I'm not primarily a .NET guy (I have done a fair bit though), but why wouldn't it be possible or reasonable to spin up a VPS instance of Windows if it's a platform you're totally familiar with (much like someone being familiar with a linux instance?)
Firing up a linux instance does require more sysadmin skills from the command line (this can be non programmer skills to some), compared to a gui based OS.
Disclaimer: I use linux myself but have spent enough years in the professional world to know that there are things that windows can do equally well, just don't ask it to do everything. A basic startup stack of IIS (included), mysql, and a framework (download asp.net MVC) doesn't take much setup.
It's definitely possible to spin up a Windows instance on EC2 and get it running. Many startups built on .NET do that today.
As for the sysadmin on the software side, I agree most .NET devs that want to build something probably have those skills. It's the hardware aspect that I think needed to be addressed.
The OP espoused the easy scalability of .NET using the Stackoverflow example without mentioning that they colocated with dedicated hardware.
good point. StackOverflow used physical boxes not virtual servers and that certainly makes scaling a database easier. On the other hand I currently host HireFlo on a single Rackspace cloudserver. I have 3 web apps, a SQL server instance, and 2 processors hosted on the same VS and it's working well so far. I'll definitely move SQL Server off to it's own box at some point though.
Yes, you can spin an instance up and configure everything with Power Shell (if you have a lot of instances).

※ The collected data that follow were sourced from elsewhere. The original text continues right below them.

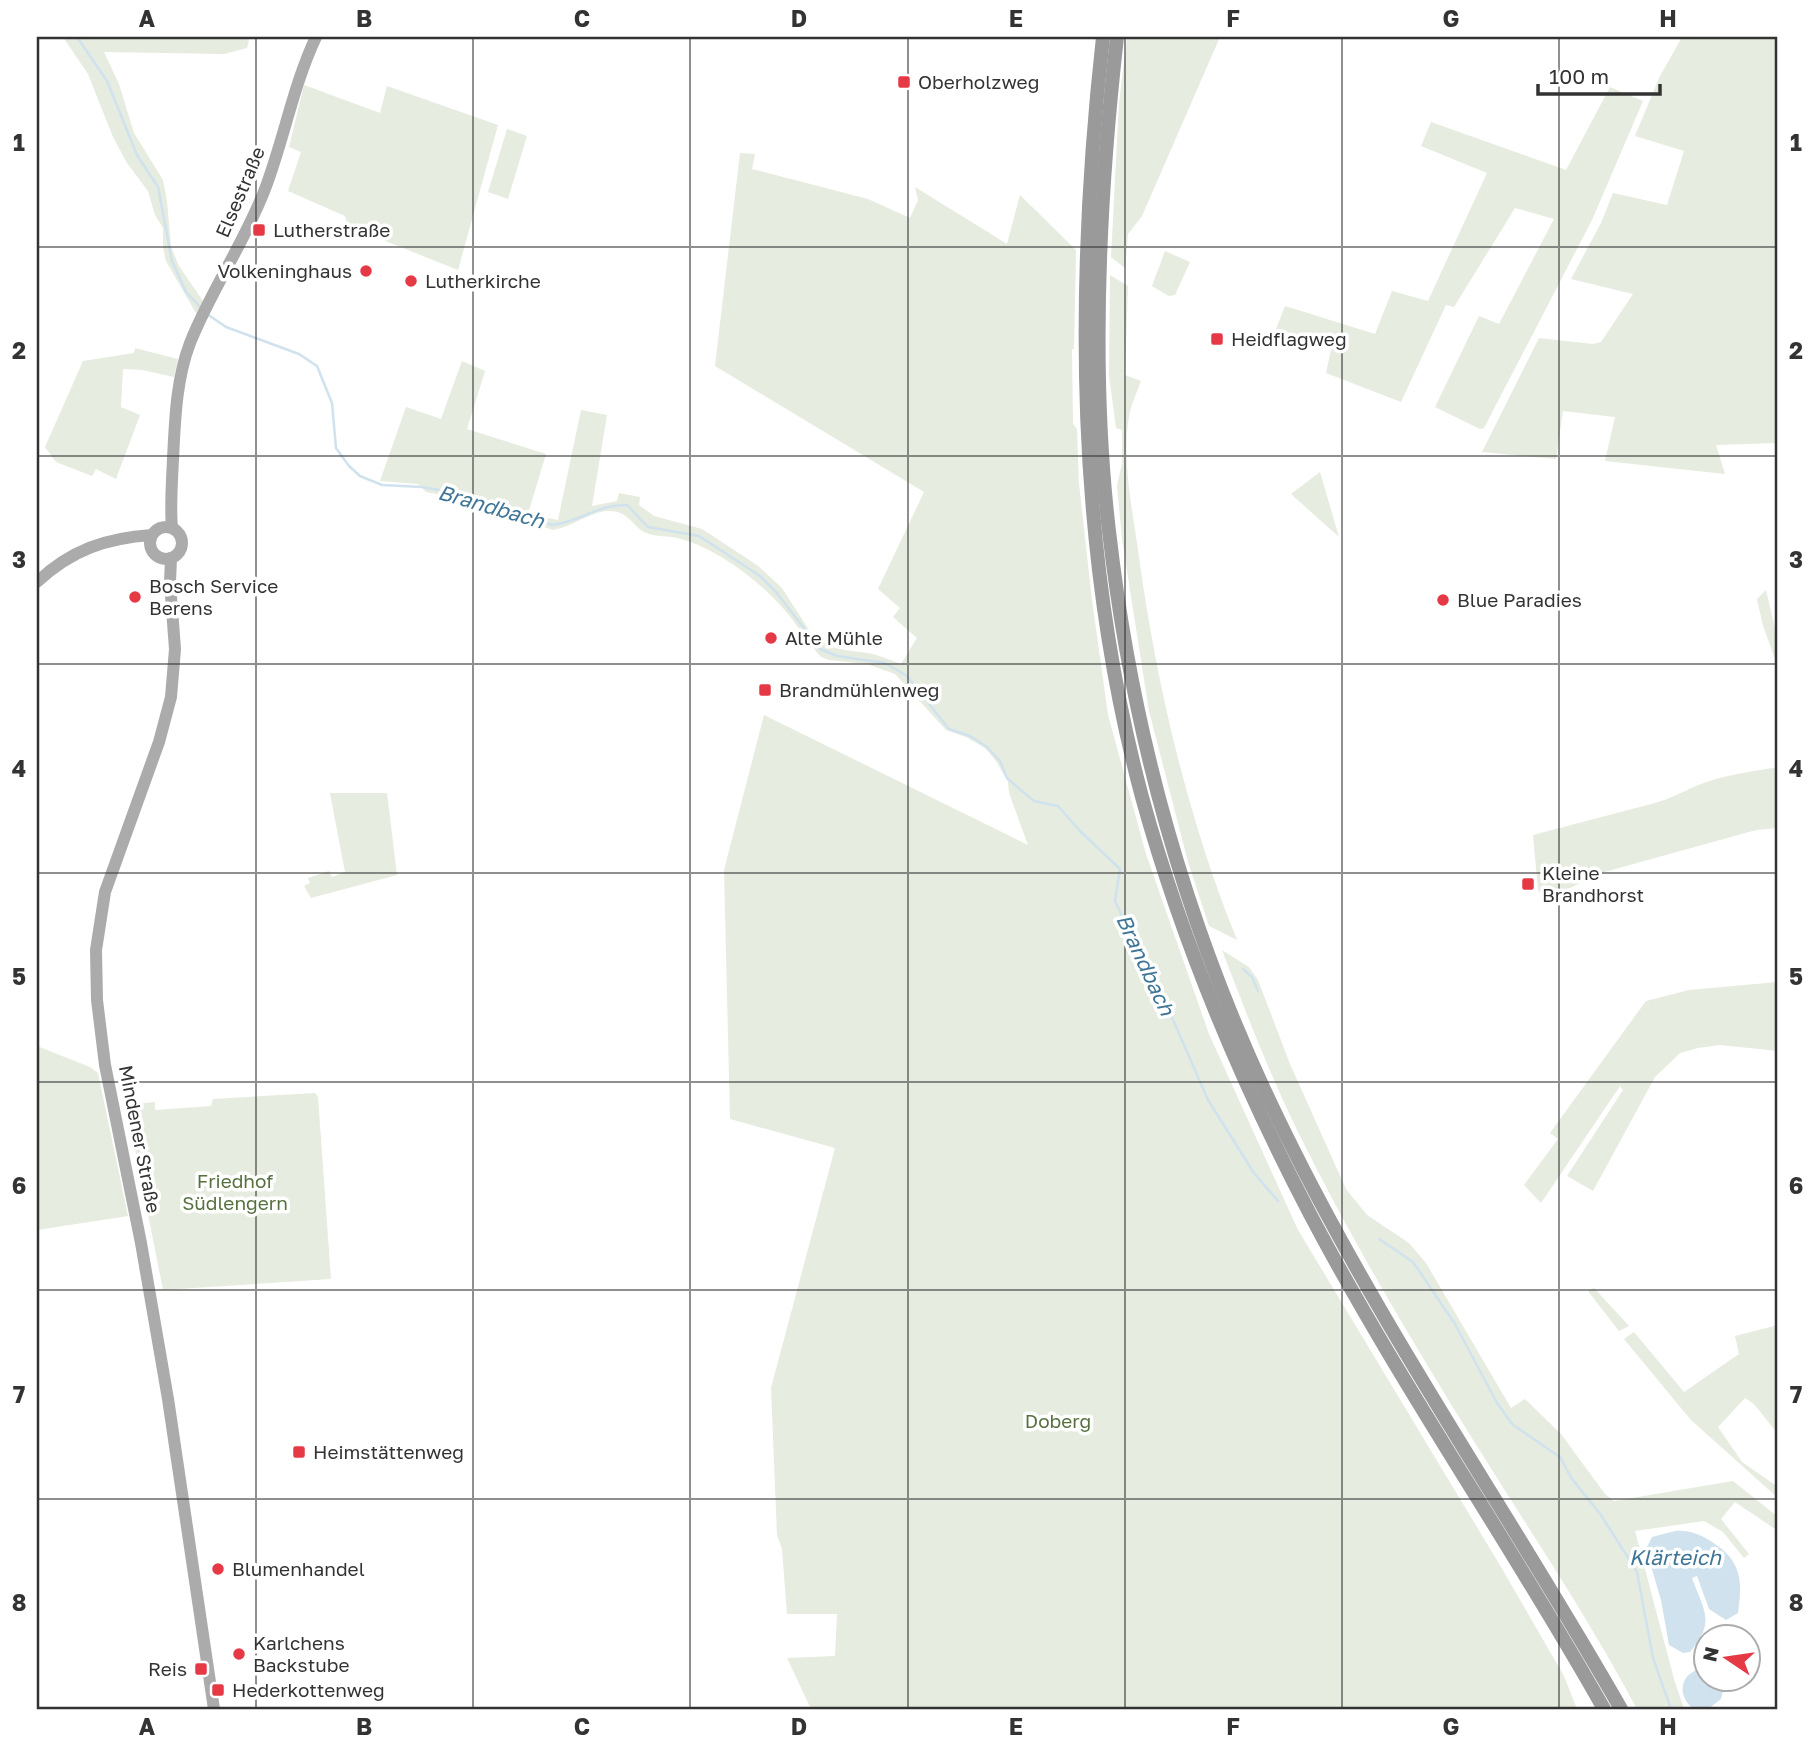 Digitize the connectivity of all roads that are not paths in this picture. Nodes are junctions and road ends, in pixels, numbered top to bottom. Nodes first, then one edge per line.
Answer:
1 (316, 37) edge
2 (1103, 37) edge
3 (1117, 37) edge
4 (161, 542) junction
5 (37, 582) edge
6 (1172, 875) junction
7 (1214, 993) junction
8 (214, 1709) edge
9 (1604, 1709) edge
10 (1620, 1709) edge

1 - 4 main road, Elsestraße
2 - 6 highway
3 - 6 highway
4 - 5 main road
4 - 8 main road, Mindener Straße
6 - 7 highway
7 - 9 highway
7 - 10 highway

SQL Server's a little harder to setup but it scales really well vertically (unsurprising given its Enterprise origins). As with most databases it really needs to be installed on physical hardware for the best performance.

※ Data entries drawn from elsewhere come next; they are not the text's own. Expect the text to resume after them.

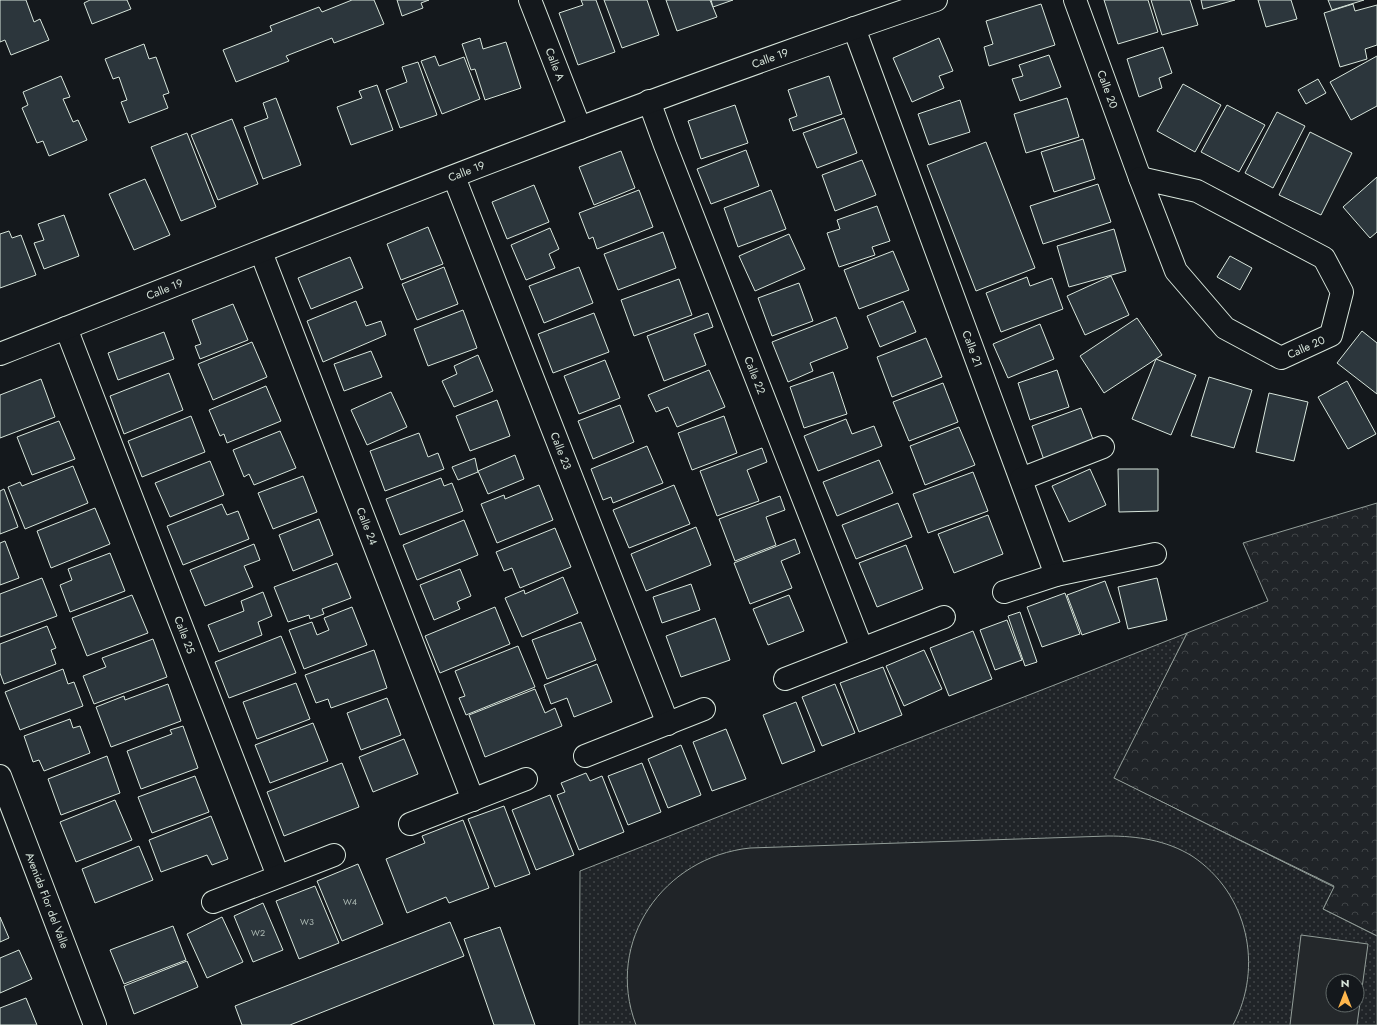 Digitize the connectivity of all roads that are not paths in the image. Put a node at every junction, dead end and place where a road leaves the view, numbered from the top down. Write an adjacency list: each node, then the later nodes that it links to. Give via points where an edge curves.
1 (530, 0): 6 (street, Calle A)
2 (936, 0): 4 (street, Calle 19)
3 (1075, 0): 8 (street, Calle 20)
4 (854, 28): 5 (street, Calle 19); 13 (street, Calle 21)
5 (649, 101): 6 (street, Calle 19); 18 (street, Calle 22)
6 (580, 128): 7 (street, Calle 19)
7 (454, 177): 9 (street, Calle 19); 21 (street, Calle 23)
8 (1140, 178): 8 (street, Calle 20, via 1176,271 1225,328 1281,358 1331,335 1342,292 1324,258 1197,191)
9 (261, 252): 10 (street, Calle 19); 25 (street, Calle 24)
10 (66, 328): 11 (street, Calle 19); 28 (street, Calle 25)
11 (0, 354)
12 (1103, 447): 13 (street)
13 (1021, 479): 15 (street, Calle 21)
14 (1155, 554): 15 (street)
15 (1056, 575): 16 (street)
16 (1004, 592)
17 (944, 617): 18 (street)
18 (862, 649): 19 (street)
19 (785, 679)
20 (704, 709): 21 (street)
21 (668, 724): 22 (street)
22 (585, 756)
23 (0, 776): 30 (street, Avenida Flor del Valle)
24 (526, 778): 25 (street)
25 (473, 800): 26 (street)
26 (410, 824)
27 (334, 855): 28 (street)
28 (278, 876): 29 (street)
29 (213, 902)
30 (95, 1025)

You never had to get and configure/maintain dedicated servers to do .NET. The only two reasons that dictate dedicated or VPS hosting on .NET are the same as not .NET - you need more hardware or more privilege.
Deployment's always had a variety of simple-to-complex options just like everything else.
But its equally simple to spin a windows server and even more simpler to setup (thanks to RDP). Amazon even offers a free microsoft micro instance (I even got a $50 windows credit for april month) :)
My impression is that the SO crew knew about running machines in front of them more than they knew about running cloudy things that depend on people they didn't hire. They like to reduce leaky abstractions, not add to them. So getting the biggest badass server and slapping SQL Server on it is exactly what I'd have expected them to do.
As a former .NET guy, I think the hosting part of deploying .NET wasn't well addressed by this post.
Jeff Atwood built and colocated a dedicated 2 or 3U server to run Stack Overflow. I certainly wouldn't call that an easy or recommended thing to do for a startup, especially if none of the founders have enough hardware and system administration experience.
Compare this to signing up for EC2, Linode, or Rackspace and spinning up a Linux instance to run Rails, Django, or Node. Even easier to just spin something up for free on Heroku. These are mature, solid solutions being used by many startups today.
There are a few providers like AppHarbor that are trying to make .NET hosting a bit more startup friendly, but there weren't any mention of those in this post.